PROMPT:
Word for word, transcribe every line below.

Data excerpts:
####
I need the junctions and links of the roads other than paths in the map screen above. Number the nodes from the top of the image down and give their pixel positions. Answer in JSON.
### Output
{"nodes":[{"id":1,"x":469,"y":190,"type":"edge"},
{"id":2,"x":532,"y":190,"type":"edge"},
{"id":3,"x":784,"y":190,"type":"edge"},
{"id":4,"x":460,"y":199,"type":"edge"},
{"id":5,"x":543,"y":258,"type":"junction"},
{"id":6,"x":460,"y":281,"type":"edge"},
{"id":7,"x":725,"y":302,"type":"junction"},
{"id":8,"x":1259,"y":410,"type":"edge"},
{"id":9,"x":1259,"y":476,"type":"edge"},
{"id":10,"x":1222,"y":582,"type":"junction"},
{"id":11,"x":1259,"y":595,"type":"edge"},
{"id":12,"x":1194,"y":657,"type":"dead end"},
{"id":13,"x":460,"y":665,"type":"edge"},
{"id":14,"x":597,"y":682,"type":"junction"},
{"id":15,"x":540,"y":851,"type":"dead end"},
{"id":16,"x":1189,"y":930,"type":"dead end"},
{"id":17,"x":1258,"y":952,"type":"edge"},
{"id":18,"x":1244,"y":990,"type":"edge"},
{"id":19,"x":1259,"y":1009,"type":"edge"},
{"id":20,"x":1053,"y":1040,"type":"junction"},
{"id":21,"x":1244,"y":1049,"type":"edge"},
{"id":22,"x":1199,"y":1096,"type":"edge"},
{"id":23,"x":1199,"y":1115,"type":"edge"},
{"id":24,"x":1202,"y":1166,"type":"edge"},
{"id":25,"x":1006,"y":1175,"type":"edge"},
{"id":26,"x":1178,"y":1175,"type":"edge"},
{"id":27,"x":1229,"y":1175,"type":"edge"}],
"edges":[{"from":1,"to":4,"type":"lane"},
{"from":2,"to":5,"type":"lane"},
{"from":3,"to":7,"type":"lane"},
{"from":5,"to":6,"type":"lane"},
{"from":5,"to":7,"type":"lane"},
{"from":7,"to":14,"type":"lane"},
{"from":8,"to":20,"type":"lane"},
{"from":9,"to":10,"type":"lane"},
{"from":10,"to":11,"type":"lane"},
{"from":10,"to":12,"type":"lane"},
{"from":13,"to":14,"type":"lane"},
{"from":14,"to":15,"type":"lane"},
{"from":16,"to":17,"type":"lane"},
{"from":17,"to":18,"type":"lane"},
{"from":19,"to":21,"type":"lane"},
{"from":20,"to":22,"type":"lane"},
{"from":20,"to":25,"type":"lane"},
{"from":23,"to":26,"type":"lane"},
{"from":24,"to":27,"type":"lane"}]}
####
SOLUTION FOR THIS EXERCISE:
I need the junctions and links of the roads other than paths in the map screen above. Number the nodes from the top of the image down and give their pixel positions. Answer in JSON.
### Output
{"nodes":[{"id":1,"x":469,"y":190,"type":"edge"},
{"id":2,"x":532,"y":190,"type":"edge"},
{"id":3,"x":784,"y":190,"type":"edge"},
{"id":4,"x":460,"y":199,"type":"edge"},
{"id":5,"x":543,"y":258,"type":"junction"},
{"id":6,"x":460,"y":281,"type":"edge"},
{"id":7,"x":725,"y":302,"type":"junction"},
{"id":8,"x":1259,"y":410,"type":"edge"},
{"id":9,"x":1259,"y":476,"type":"edge"},
{"id":10,"x":1222,"y":582,"type":"junction"},
{"id":11,"x":1259,"y":595,"type":"edge"},
{"id":12,"x":1194,"y":657,"type":"dead end"},
{"id":13,"x":460,"y":665,"type":"edge"},
{"id":14,"x":597,"y":682,"type":"junction"},
{"id":15,"x":540,"y":851,"type":"dead end"},
{"id":16,"x":1189,"y":930,"type":"dead end"},
{"id":17,"x":1258,"y":952,"type":"edge"},
{"id":18,"x":1244,"y":990,"type":"edge"},
{"id":19,"x":1259,"y":1009,"type":"edge"},
{"id":20,"x":1053,"y":1040,"type":"junction"},
{"id":21,"x":1244,"y":1049,"type":"edge"},
{"id":22,"x":1199,"y":1096,"type":"edge"},
{"id":23,"x":1199,"y":1115,"type":"edge"},
{"id":24,"x":1202,"y":1166,"type":"edge"},
{"id":25,"x":1006,"y":1175,"type":"edge"},
{"id":26,"x":1178,"y":1175,"type":"edge"},
{"id":27,"x":1229,"y":1175,"type":"edge"}],
"edges":[{"from":1,"to":4,"type":"lane"},
{"from":2,"to":5,"type":"lane"},
{"from":3,"to":7,"type":"lane"},
{"from":5,"to":6,"type":"lane"},
{"from":5,"to":7,"type":"lane"},
{"from":7,"to":14,"type":"lane"},
{"from":8,"to":20,"type":"lane"},
{"from":9,"to":10,"type":"lane"},
{"from":10,"to":11,"type":"lane"},
{"from":10,"to":12,"type":"lane"},
{"from":13,"to":14,"type":"lane"},
{"from":14,"to":15,"type":"lane"},
{"from":16,"to":17,"type":"lane"},
{"from":17,"to":18,"type":"lane"},
{"from":19,"to":21,"type":"lane"},
{"from":20,"to":22,"type":"lane"},
{"from":20,"to":25,"type":"lane"},
{"from":23,"to":26,"type":"lane"},
{"from":24,"to":27,"type":"lane"}]}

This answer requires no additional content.